El rostro venido del espacio
Lo sabe toda la profesión cinematográfica y actoral, pero nunca se menciona: la carrera de un actor está condicionada por su físico (por sus características, no necesariamente por su belleza) mucho más que por sus atributos interpretativos. El caso de Christopher Walken (Queens, Nueva York, 1943), premio honorífico de esta edición del festival de Sitges, es paradigmático en tal sentido, porque su fisonomía es tan singular pero determinante en su ya larga carrera. Hablando claro, desde su más tierna juventud, del rostro de Christopher Walken destacan dos atributos. El primero, su condición andrógina. El Walken de 34 años que protagonizó El cazador (1978) de Michael Cimino tenía un intrigante rostro de mujer que creaba una tácita tensión homoerótica con el personaje de Robert de Niro, dispuesto, después de todo, a regresar al infierno a por él. La identificación de Cimino con Walken se confirmó cuando le dio otro papel destacado en La puerta del
cielo (1980), título que a la postre sería la condenación de su director. La reciente transformación física del cineasta, de viril italoamericano primo de Rocky Balboa a doble asexuado de Yoko Ono, añade otro interrogante a ese entendimiento. Con la frente siempre despejada por un extraño y perenne desafío a la gravedad de su flequillo, el rostro de ojos almendrados y piel tensa de Walken también remite al retrato robot del alienígena fijado a partir del incidente de Roswell.
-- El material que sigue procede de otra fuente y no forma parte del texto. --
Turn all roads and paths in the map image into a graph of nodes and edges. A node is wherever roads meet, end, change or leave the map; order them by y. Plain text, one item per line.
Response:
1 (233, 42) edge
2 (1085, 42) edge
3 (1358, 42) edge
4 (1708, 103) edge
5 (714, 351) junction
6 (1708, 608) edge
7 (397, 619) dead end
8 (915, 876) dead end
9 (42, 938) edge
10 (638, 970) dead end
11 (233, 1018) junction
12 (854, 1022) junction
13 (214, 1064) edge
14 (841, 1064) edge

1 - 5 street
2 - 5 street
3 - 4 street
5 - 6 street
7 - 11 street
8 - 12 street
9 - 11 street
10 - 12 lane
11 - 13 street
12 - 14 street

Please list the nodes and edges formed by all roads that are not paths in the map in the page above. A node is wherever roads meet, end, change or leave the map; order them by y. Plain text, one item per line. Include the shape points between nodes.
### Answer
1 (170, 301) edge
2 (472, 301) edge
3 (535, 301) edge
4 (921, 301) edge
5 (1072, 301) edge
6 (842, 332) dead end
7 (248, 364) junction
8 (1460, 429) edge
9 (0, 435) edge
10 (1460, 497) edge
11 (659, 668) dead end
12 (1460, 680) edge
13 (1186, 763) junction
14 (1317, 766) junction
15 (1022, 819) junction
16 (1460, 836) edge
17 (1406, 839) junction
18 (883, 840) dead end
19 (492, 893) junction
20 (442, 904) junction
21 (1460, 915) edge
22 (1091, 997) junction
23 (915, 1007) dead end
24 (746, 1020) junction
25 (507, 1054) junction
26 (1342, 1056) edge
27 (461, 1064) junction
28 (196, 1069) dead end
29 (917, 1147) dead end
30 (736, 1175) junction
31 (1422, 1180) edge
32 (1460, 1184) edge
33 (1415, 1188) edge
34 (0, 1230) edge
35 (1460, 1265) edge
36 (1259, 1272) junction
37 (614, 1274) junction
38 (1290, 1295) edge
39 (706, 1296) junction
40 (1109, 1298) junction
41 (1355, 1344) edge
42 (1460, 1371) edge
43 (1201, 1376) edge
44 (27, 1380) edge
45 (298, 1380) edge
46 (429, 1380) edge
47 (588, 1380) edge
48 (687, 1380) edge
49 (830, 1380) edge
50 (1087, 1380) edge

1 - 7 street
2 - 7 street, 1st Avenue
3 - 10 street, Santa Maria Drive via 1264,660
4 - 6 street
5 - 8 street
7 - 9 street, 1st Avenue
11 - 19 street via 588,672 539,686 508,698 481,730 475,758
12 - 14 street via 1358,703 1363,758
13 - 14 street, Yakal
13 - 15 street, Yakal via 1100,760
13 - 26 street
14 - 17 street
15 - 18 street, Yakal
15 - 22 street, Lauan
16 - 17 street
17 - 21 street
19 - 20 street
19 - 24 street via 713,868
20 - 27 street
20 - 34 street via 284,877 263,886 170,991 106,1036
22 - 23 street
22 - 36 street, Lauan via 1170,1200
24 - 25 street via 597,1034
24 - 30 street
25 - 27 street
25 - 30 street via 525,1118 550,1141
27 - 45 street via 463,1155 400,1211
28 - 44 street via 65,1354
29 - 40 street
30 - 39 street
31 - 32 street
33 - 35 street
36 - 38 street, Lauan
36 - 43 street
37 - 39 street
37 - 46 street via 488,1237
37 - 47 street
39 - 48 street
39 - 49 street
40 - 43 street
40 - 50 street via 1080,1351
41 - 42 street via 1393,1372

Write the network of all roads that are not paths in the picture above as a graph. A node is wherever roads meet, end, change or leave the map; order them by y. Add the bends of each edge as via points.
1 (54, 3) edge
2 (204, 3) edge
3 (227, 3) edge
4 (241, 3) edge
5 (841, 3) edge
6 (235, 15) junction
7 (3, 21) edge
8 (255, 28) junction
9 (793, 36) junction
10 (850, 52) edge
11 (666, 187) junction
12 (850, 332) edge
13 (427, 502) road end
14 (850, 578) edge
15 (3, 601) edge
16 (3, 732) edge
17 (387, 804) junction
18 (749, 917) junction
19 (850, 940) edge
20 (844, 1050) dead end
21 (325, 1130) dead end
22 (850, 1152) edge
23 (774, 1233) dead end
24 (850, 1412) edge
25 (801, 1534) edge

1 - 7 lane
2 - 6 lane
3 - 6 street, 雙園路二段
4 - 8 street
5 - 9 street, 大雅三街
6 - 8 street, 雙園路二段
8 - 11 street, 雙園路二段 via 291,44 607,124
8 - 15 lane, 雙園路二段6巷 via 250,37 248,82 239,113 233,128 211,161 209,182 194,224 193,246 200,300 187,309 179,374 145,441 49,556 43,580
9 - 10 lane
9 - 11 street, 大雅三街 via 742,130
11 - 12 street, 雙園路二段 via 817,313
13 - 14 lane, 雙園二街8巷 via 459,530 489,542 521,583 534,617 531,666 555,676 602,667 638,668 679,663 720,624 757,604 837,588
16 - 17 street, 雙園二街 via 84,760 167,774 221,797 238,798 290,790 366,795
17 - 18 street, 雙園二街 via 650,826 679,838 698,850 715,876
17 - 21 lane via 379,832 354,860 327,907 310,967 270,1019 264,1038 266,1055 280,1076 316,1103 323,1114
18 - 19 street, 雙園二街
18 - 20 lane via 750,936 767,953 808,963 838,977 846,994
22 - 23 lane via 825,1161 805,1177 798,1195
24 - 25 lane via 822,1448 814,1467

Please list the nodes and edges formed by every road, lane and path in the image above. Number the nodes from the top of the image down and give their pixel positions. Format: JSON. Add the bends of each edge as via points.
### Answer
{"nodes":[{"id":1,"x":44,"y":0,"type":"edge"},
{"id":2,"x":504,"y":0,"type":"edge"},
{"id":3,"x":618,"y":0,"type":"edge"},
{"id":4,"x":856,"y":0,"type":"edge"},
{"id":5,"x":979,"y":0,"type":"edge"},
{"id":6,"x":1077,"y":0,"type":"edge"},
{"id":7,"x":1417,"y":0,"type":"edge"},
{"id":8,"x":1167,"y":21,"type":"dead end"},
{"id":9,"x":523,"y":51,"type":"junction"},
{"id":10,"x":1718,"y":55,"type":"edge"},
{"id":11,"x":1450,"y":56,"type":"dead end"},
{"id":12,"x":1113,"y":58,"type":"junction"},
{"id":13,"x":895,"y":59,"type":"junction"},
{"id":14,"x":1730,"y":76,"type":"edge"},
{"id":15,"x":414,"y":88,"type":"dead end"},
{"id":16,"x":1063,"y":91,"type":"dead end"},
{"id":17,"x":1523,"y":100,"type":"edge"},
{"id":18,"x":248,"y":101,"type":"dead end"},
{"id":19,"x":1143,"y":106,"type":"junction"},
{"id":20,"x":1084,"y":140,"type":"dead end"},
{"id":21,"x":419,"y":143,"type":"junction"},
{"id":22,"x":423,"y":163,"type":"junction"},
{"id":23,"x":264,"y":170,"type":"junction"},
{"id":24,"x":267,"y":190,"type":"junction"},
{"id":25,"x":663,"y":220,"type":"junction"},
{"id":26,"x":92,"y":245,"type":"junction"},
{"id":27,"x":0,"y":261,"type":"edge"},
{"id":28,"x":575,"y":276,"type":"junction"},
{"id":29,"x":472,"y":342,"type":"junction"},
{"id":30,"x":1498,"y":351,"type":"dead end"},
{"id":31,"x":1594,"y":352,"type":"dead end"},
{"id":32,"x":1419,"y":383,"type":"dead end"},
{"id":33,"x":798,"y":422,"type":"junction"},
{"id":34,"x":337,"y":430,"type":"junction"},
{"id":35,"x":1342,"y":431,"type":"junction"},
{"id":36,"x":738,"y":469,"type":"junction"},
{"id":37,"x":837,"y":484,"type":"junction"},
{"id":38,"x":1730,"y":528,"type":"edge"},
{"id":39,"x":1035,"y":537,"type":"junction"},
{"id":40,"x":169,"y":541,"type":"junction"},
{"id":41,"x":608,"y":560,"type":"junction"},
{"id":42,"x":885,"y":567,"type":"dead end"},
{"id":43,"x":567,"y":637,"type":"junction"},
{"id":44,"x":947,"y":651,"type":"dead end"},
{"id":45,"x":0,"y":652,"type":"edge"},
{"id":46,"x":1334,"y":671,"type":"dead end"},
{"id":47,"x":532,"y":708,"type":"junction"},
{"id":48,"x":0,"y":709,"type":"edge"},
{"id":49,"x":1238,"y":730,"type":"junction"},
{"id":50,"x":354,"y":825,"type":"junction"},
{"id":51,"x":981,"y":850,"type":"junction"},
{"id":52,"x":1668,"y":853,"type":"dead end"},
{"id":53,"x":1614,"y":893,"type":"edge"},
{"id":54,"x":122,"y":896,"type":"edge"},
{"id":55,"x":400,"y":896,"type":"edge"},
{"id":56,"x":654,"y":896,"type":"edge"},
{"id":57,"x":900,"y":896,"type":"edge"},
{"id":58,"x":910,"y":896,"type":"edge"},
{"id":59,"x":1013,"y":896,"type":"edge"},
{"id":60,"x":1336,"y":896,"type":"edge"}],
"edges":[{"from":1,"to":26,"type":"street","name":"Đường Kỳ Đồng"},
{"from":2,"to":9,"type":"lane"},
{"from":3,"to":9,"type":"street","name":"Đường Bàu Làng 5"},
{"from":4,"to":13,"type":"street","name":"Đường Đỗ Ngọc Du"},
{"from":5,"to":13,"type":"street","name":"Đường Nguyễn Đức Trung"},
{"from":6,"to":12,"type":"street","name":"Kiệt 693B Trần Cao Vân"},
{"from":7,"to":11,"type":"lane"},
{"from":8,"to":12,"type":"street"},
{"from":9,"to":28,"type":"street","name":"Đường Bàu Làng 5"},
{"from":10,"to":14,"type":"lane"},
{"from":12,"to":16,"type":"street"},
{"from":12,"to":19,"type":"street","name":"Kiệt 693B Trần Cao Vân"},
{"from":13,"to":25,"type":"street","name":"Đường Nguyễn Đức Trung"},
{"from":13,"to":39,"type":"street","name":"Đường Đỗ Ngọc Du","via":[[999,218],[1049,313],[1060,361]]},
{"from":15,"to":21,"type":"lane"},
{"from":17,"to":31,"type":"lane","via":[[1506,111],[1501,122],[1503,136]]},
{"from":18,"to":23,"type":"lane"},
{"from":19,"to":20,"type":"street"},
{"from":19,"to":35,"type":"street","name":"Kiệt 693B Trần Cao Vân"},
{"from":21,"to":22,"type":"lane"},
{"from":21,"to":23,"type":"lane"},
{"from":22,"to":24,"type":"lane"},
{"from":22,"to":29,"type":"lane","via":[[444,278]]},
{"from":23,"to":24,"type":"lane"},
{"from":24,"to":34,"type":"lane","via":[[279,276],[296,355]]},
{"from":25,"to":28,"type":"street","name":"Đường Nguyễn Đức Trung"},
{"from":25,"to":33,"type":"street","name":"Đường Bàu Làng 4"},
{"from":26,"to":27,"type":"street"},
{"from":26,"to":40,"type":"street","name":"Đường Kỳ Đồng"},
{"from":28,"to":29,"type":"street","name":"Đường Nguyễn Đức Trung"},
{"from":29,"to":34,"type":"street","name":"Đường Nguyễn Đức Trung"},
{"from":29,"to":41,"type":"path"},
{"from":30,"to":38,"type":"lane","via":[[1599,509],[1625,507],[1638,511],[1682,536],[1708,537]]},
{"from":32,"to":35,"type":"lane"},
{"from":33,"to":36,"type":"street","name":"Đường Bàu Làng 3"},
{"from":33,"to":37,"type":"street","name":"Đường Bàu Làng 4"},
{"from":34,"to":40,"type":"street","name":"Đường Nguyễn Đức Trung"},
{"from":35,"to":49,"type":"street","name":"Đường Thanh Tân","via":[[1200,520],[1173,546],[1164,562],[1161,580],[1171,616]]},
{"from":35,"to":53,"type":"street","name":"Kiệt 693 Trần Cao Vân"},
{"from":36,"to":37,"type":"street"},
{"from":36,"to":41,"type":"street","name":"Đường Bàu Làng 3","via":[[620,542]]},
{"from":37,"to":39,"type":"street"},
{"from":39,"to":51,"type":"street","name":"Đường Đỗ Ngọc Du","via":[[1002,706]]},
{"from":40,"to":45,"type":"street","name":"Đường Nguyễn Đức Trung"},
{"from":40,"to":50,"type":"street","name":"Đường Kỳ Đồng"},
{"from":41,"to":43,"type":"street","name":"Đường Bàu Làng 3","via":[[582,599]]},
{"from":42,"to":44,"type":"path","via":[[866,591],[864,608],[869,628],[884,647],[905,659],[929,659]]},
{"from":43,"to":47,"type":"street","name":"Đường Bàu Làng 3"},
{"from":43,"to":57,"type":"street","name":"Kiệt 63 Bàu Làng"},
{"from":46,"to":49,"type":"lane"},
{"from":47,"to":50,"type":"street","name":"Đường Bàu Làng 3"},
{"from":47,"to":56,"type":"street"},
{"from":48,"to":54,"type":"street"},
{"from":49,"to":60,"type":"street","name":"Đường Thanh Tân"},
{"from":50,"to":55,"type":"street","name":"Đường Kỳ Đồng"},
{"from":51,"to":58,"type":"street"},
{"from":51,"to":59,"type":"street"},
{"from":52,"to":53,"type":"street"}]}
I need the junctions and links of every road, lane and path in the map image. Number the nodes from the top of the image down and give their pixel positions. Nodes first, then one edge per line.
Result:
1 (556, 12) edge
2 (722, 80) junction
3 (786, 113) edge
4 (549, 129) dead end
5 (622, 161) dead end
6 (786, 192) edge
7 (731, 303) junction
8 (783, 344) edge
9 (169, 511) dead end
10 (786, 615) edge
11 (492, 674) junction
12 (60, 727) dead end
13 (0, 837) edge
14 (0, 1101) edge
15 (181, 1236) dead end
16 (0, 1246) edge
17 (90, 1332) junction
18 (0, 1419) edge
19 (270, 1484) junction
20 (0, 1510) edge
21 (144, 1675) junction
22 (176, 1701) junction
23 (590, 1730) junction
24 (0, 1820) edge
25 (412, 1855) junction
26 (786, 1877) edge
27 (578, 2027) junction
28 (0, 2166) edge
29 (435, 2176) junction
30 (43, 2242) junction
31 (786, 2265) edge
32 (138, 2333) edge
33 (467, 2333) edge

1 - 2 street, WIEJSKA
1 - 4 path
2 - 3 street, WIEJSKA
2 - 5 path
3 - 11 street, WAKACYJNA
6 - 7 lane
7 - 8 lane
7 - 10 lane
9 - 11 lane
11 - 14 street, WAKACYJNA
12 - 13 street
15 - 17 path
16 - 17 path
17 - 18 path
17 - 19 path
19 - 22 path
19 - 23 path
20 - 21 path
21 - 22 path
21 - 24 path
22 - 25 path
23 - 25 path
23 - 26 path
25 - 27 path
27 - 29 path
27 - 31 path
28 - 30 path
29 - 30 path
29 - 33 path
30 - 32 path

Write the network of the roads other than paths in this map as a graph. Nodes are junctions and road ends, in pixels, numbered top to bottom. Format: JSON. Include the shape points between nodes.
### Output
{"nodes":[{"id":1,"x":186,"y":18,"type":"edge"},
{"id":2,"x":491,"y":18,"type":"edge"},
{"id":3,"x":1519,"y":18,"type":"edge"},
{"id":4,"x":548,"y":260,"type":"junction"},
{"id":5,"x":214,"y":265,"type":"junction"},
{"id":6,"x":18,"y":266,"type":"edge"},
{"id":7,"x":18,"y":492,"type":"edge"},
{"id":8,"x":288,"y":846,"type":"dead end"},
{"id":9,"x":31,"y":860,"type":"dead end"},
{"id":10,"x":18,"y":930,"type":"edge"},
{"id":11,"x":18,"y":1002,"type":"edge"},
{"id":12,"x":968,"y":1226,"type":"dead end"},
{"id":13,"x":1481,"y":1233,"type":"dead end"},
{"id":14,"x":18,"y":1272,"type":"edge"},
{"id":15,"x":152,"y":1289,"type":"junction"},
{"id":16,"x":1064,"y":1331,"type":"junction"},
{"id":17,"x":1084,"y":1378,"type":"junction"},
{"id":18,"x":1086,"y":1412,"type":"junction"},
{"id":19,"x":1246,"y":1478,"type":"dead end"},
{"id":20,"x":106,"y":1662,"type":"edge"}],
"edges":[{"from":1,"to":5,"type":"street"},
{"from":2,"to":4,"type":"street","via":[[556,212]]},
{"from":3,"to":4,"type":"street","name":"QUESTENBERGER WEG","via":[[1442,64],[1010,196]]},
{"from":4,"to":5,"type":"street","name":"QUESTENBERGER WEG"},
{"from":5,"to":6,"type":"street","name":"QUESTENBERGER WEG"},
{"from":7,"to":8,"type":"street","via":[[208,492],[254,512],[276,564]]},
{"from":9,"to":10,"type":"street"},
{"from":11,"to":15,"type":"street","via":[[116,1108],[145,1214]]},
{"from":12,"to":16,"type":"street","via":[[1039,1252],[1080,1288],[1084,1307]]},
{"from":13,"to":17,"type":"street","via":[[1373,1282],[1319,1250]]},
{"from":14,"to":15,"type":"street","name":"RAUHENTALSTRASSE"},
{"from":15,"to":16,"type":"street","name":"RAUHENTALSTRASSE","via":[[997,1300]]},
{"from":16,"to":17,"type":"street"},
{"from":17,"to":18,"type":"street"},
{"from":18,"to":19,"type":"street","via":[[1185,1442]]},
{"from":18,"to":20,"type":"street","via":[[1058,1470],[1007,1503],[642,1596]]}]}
La cara de Walken no es de este mundo y es difícil sustraerse a ello cuando asistimos a su interpretación de Johnny Smith personaje creado por Stephen King, en La zona muerta (1983), de David Cronenberg, o escuchando el celo extremo con el que el capitán Koons vivió con un reloj en el culo para que su hijo pudiera heredarlo, en su memorable aparición en Pulp fiction (1994). Y no digamos, el escaso esfuerzo que hubo que poner para ver en él a un arcángel maldito –versión premoderna del extraterrestre–, en Ángeles y demonios (1995), de Gregory Widen. Esa belleza incómoda, esa dulzura felina, la explotarían Tim Burton y Paul Schraeder en Batman vuelve (1992) y El placer de los extraños (1990), para crear dos tipos distintos de seductor depredador de los que provocan una indefinible incomodidad en el espectador. Esa dualidad, andrógina y marciana, lo hace justo titular del gran premio honorífico de Sitges, aunque le haya sido dada. Es, después de todo, un genuino Bowie de las pantallas.